## The problem
Every record below, from the first line to the last, is to be set down again exactly.

[Source data]

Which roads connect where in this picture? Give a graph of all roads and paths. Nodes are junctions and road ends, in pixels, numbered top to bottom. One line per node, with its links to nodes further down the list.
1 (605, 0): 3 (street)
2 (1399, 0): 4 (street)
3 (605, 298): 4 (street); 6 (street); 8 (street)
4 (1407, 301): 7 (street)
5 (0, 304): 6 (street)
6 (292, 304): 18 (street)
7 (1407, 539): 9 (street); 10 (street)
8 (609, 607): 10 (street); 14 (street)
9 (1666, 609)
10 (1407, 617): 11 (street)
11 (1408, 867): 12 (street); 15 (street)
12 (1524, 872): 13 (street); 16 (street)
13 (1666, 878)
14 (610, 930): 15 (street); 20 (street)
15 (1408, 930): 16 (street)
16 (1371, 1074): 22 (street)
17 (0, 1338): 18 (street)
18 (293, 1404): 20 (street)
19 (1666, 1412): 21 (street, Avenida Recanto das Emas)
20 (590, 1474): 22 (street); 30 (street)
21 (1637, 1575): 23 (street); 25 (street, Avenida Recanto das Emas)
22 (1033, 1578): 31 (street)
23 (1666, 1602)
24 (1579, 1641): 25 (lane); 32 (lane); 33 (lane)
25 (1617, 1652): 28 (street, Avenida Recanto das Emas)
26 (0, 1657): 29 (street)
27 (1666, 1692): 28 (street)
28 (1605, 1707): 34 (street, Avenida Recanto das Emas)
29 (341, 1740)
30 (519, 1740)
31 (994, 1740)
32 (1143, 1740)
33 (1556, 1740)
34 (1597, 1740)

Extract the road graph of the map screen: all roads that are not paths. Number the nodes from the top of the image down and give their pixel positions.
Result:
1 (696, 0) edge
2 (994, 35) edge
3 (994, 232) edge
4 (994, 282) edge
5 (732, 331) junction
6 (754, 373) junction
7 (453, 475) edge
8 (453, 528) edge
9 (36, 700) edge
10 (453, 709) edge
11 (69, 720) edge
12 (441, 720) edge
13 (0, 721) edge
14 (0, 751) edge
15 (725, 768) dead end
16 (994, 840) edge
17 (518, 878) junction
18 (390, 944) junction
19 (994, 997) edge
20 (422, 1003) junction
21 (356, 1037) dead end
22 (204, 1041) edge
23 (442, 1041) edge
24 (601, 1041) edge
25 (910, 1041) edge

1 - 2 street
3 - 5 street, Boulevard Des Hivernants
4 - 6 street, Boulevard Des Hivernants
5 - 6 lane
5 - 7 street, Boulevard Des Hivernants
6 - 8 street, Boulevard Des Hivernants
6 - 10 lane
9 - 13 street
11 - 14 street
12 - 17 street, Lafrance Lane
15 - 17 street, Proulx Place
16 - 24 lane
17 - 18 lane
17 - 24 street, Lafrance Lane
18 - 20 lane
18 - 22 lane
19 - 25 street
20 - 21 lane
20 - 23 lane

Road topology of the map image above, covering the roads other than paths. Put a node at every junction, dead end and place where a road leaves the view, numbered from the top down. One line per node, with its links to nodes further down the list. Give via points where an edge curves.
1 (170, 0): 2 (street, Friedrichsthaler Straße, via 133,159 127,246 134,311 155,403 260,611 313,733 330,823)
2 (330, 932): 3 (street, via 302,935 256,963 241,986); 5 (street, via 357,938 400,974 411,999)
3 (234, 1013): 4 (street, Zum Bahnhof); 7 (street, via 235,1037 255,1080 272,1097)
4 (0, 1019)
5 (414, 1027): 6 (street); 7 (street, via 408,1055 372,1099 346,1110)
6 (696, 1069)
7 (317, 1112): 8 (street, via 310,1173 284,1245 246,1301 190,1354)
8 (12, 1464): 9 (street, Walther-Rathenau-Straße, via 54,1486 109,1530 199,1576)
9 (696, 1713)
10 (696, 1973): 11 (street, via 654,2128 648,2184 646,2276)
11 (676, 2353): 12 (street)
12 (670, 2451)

## Task output
Which roads connect where in this picture? Give a graph of all roads and paths. Nodes are junctions and road ends, in pixels, numbered top to bottom. One line per node, with its links to nodes further down the list.
1 (605, 0): 3 (street)
2 (1399, 0): 4 (street)
3 (605, 298): 4 (street); 6 (street); 8 (street)
4 (1407, 301): 7 (street)
5 (0, 304): 6 (street)
6 (292, 304): 18 (street)
7 (1407, 539): 9 (street); 10 (street)
8 (609, 607): 10 (street); 14 (street)
9 (1666, 609)
10 (1407, 617): 11 (street)
11 (1408, 867): 12 (street); 15 (street)
12 (1524, 872): 13 (street); 16 (street)
13 (1666, 878)
14 (610, 930): 15 (street); 20 (street)
15 (1408, 930): 16 (street)
16 (1371, 1074): 22 (street)
17 (0, 1338): 18 (street)
18 (293, 1404): 20 (street)
19 (1666, 1412): 21 (street, Avenida Recanto das Emas)
20 (590, 1474): 22 (street); 30 (street)
21 (1637, 1575): 23 (street); 25 (street, Avenida Recanto das Emas)
22 (1033, 1578): 31 (street)
23 (1666, 1602)
24 (1579, 1641): 25 (lane); 32 (lane); 33 (lane)
25 (1617, 1652): 28 (street, Avenida Recanto das Emas)
26 (0, 1657): 29 (street)
27 (1666, 1692): 28 (street)
28 (1605, 1707): 34 (street, Avenida Recanto das Emas)
29 (341, 1740)
30 (519, 1740)
31 (994, 1740)
32 (1143, 1740)
33 (1556, 1740)
34 (1597, 1740)

Extract the road graph of the map screen: all roads that are not paths. Number the nodes from the top of the image down and give their pixel positions.
Result:
1 (696, 0) edge
2 (994, 35) edge
3 (994, 232) edge
4 (994, 282) edge
5 (732, 331) junction
6 (754, 373) junction
7 (453, 475) edge
8 (453, 528) edge
9 (36, 700) edge
10 (453, 709) edge
11 (69, 720) edge
12 (441, 720) edge
13 (0, 721) edge
14 (0, 751) edge
15 (725, 768) dead end
16 (994, 840) edge
17 (518, 878) junction
18 (390, 944) junction
19 (994, 997) edge
20 (422, 1003) junction
21 (356, 1037) dead end
22 (204, 1041) edge
23 (442, 1041) edge
24 (601, 1041) edge
25 (910, 1041) edge

1 - 2 street
3 - 5 street, Boulevard Des Hivernants
4 - 6 street, Boulevard Des Hivernants
5 - 6 lane
5 - 7 street, Boulevard Des Hivernants
6 - 8 street, Boulevard Des Hivernants
6 - 10 lane
9 - 13 street
11 - 14 street
12 - 17 street, Lafrance Lane
15 - 17 street, Proulx Place
16 - 24 lane
17 - 18 lane
17 - 24 street, Lafrance Lane
18 - 20 lane
18 - 22 lane
19 - 25 street
20 - 21 lane
20 - 23 lane

Road topology of the map image above, covering the roads other than paths. Put a node at every junction, dead end and place where a road leaves the view, numbered from the top down. One line per node, with its links to nodes further down the list. Give via points where an edge curves.
1 (170, 0): 2 (street, Friedrichsthaler Straße, via 133,159 127,246 134,311 155,403 260,611 313,733 330,823)
2 (330, 932): 3 (street, via 302,935 256,963 241,986); 5 (street, via 357,938 400,974 411,999)
3 (234, 1013): 4 (street, Zum Bahnhof); 7 (street, via 235,1037 255,1080 272,1097)
4 (0, 1019)
5 (414, 1027): 6 (street); 7 (street, via 408,1055 372,1099 346,1110)
6 (696, 1069)
7 (317, 1112): 8 (street, via 310,1173 284,1245 246,1301 190,1354)
8 (12, 1464): 9 (street, Walther-Rathenau-Straße, via 54,1486 109,1530 199,1576)
9 (696, 1713)
10 (696, 1973): 11 (street, via 654,2128 648,2184 646,2276)
11 (676, 2353): 12 (street)
12 (670, 2451)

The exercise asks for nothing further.